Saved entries
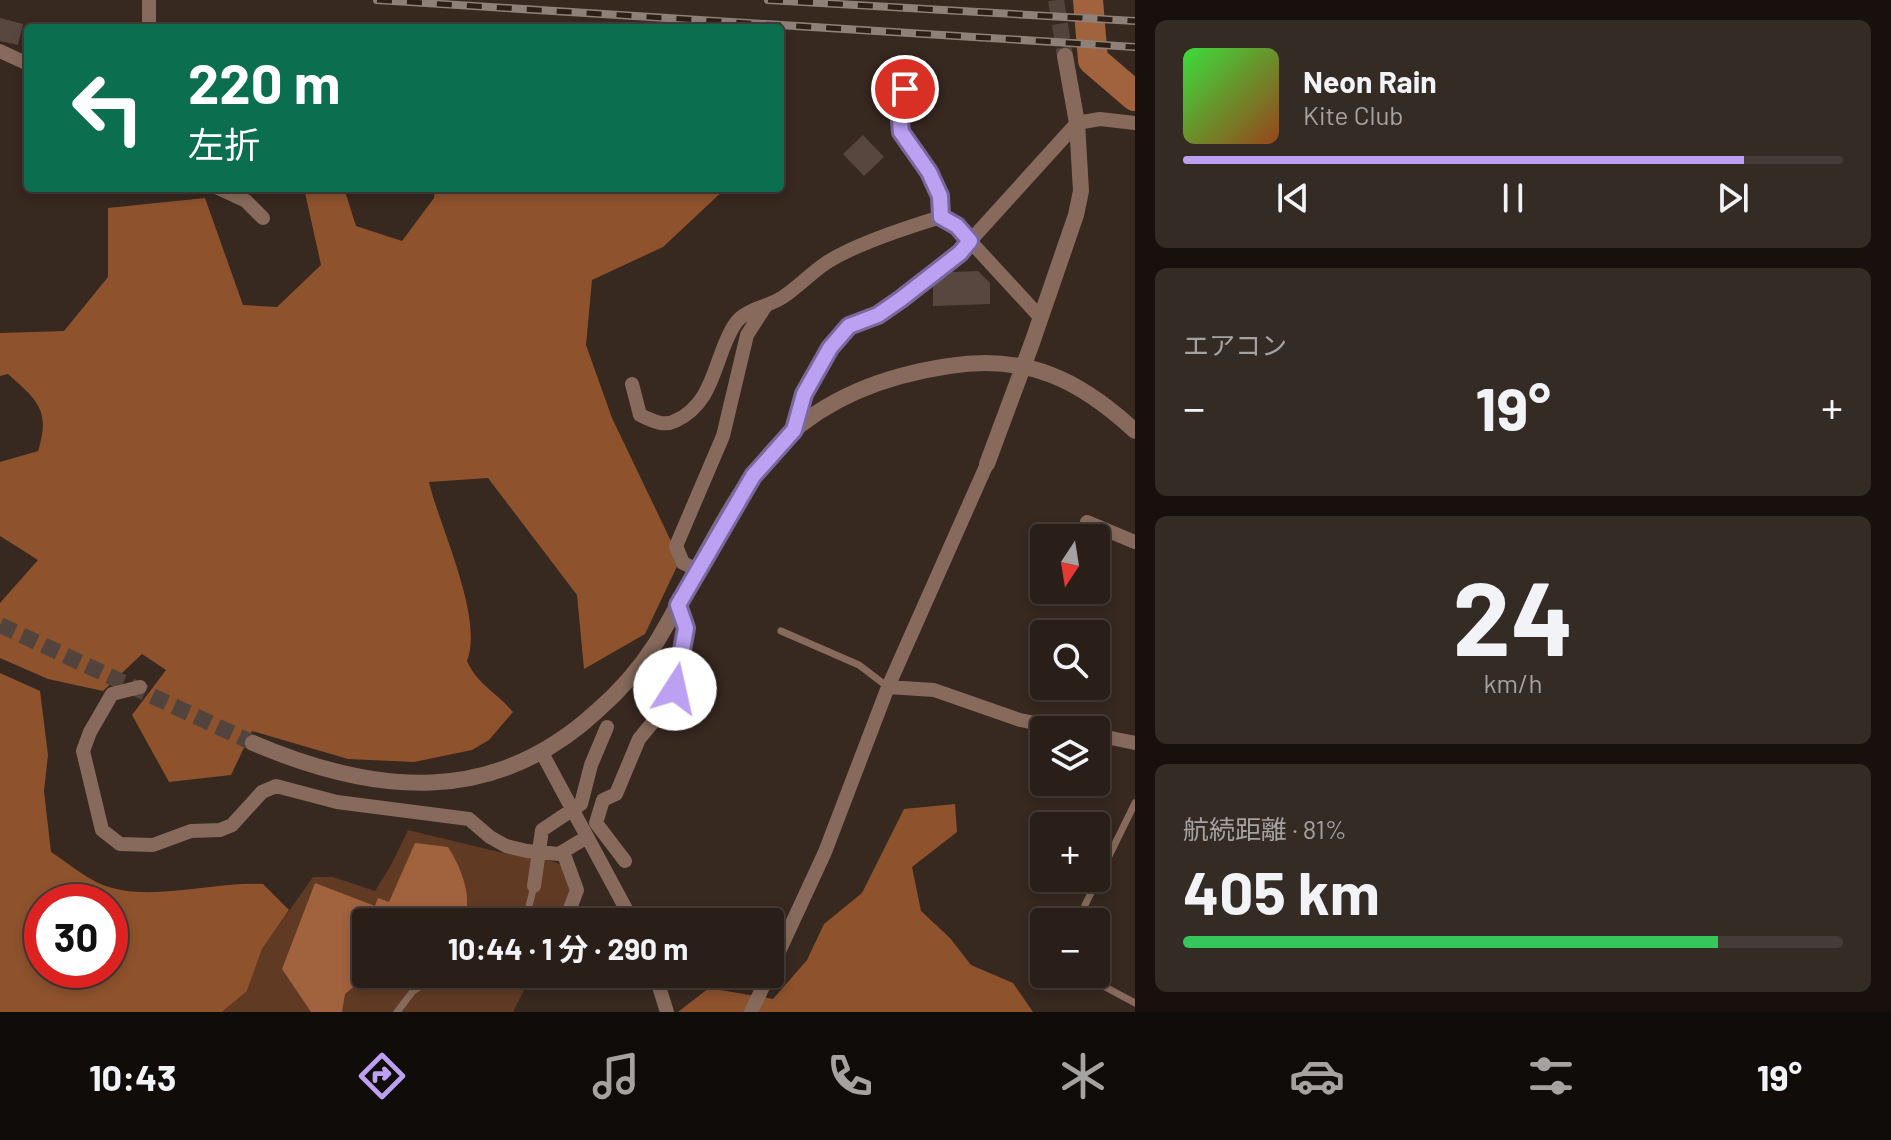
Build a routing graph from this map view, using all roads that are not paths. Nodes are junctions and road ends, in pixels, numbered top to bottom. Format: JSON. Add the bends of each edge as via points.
{"nodes":[{"id":1,"x":149,"y":0,"type":"edge"},
{"id":2,"x":149,"y":24,"type":"edge"},
{"id":3,"x":0,"y":51,"type":"edge"},
{"id":4,"x":1065,"y":56,"type":"tunnel mouth"},
{"id":5,"x":24,"y":62,"type":"edge"},
{"id":6,"x":911,"y":69,"type":"dead end"},
{"id":7,"x":1077,"y":123,"type":"junction"},
{"id":8,"x":1135,"y":123,"type":"edge"},
{"id":9,"x":227,"y":192,"type":"edge"},
{"id":10,"x":941,"y":217,"type":"junction"},
{"id":11,"x":263,"y":218,"type":"dead end"},
{"id":12,"x":970,"y":241,"type":"junction"},
{"id":13,"x":765,"y":307,"type":"junction"},
{"id":14,"x":1040,"y":317,"type":"junction"},
{"id":15,"x":1024,"y":365,"type":"junction"},
{"id":16,"x":632,"y":384,"type":"dead end"},
{"id":17,"x":794,"y":430,"type":"junction"},
{"id":18,"x":1135,"y":431,"type":"edge"},
{"id":19,"x":987,"y":464,"type":"joint"},
{"id":20,"x":1087,"y":522,"type":"dead end"},
{"id":21,"x":1135,"y":542,"type":"edge"},
{"id":22,"x":698,"y":570,"type":"junction"},
{"id":23,"x":678,"y":605,"type":"junction"},
{"id":24,"x":781,"y":631,"type":"dead end"},
{"id":25,"x":140,"y":687,"type":"dead end"},
{"id":26,"x":888,"y":687,"type":"junction"},
{"id":27,"x":1030,"y":722,"type":"edge"},
{"id":28,"x":607,"y":727,"type":"dead end"},
{"id":29,"x":1110,"y":738,"type":"edge"},
{"id":30,"x":253,"y":743,"type":"tunnel mouth"},
{"id":31,"x":1135,"y":743,"type":"edge"},
{"id":32,"x":542,"y":753,"type":"junction"},
{"id":33,"x":1135,"y":803,"type":"edge"},
{"id":34,"x":573,"y":810,"type":"junction"},
{"id":35,"x":587,"y":837,"type":"junction"},
{"id":36,"x":539,"y":851,"type":"junction"},
{"id":37,"x":563,"y":852,"type":"junction"},
{"id":38,"x":625,"y":861,"type":"dead end"},
{"id":39,"x":534,"y":886,"type":"joint"},
{"id":40,"x":1085,"y":905,"type":"dead end"},
{"id":41,"x":528,"y":908,"type":"edge"},
{"id":42,"x":570,"y":908,"type":"edge"},
{"id":43,"x":625,"y":908,"type":"edge"},
{"id":44,"x":784,"y":941,"type":"edge"},
{"id":45,"x":418,"y":988,"type":"edge"},
{"id":46,"x":659,"y":988,"type":"edge"},
{"id":47,"x":762,"y":988,"type":"edge"},
{"id":48,"x":1107,"y":988,"type":"edge"},
{"id":49,"x":1135,"y":1003,"type":"edge"},
{"id":50,"x":397,"y":1012,"type":"edge"},
{"id":51,"x":667,"y":1012,"type":"edge"},
{"id":52,"x":751,"y":1012,"type":"edge"}],
"edges":[{"from":1,"to":2,"type":"street"},
{"from":3,"to":5,"type":"street"},
{"from":4,"to":7,"type":"street"},
{"from":6,"to":10,"type":"lane","via":[[899,110],[901,132],[929,172],[940,196]]},
{"from":7,"to":8,"type":"street"},
{"from":7,"to":12,"type":"street"},
{"from":7,"to":14,"type":"street","via":[[1081,191]]},
{"from":9,"to":11,"type":"street"},
{"from":10,"to":12,"type":"street"},
{"from":10,"to":13,"type":"street","via":[[828,261]]},
{"from":12,"to":14,"type":"street"},
{"from":12,"to":17,"type":"street","via":[[901,299],[849,326],[804,394]]},
{"from":13,"to":16,"type":"street","via":[[735,323],[711,384],[673,423],[640,415]]},
{"from":13,"to":22,"type":"street","via":[[747,335],[723,436],[676,546],[683,563]]},
{"from":14,"to":15,"type":"street"},
{"from":15,"to":17,"type":"street","via":[[957,365],[899,375],[852,392]]},
{"from":15,"to":18,"type":"street","via":[[1105,403]]},
{"from":15,"to":19,"type":"street"},
{"from":17,"to":22,"type":"street","via":[[753,476]]},
{"from":19,"to":26,"type":"street"},
{"from":20,"to":21,"type":"street"},
{"from":22,"to":23,"type":"street"},
{"from":23,"to":32,"type":"street","via":[[623,686],[584,724]]},
{"from":23,"to":38,"type":"street","via":[[686,628],[675,689],[639,739],[616,794],[603,800],[596,823]]},
{"from":24,"to":26,"type":"lane","via":[[859,665]]},
{"from":25,"to":36,"type":"street","via":[[112,694],[83,751],[102,830],[120,844],[153,845],[191,831],[220,830],[276,786],[337,802],[469,819],[506,846]]},
{"from":26,"to":27,"type":"street","via":[[934,690]]},
{"from":26,"to":44,"type":"street","via":[[825,852]]},
{"from":28,"to":34,"type":"street","via":[[581,804]]},
{"from":29,"to":31,"type":"street"},
{"from":30,"to":32,"type":"street","via":[[298,763],[377,781],[416,783],[486,775]]},
{"from":32,"to":34,"type":"street"},
{"from":33,"to":40,"type":"lane"},
{"from":34,"to":35,"type":"street"},
{"from":34,"to":36,"type":"street","via":[[542,830]]},
{"from":35,"to":37,"type":"street"},
{"from":35,"to":43,"type":"street"},
{"from":36,"to":37,"type":"street"},
{"from":36,"to":39,"type":"street"},
{"from":37,"to":42,"type":"street","via":[[577,890]]},
{"from":39,"to":41,"type":"lane"},
{"from":45,"to":50,"type":"lane"},
{"from":46,"to":51,"type":"street"},
{"from":47,"to":52,"type":"street"},
{"from":48,"to":49,"type":"lane"}]}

TASK BRIEF: Where a line of the data includes the string "lane", list that line.

RESPONSE TO THE TASK:
{"from":6,"to":10,"type":"lane","via":[[899,110],[901,132],[929,172],[940,196]]},
{"from":24,"to":26,"type":"lane","via":[[859,665]]},
{"from":33,"to":40,"type":"lane"},
{"from":39,"to":41,"type":"lane"},
{"from":45,"to":50,"type":"lane"},
{"from":48,"to":49,"type":"lane"}]}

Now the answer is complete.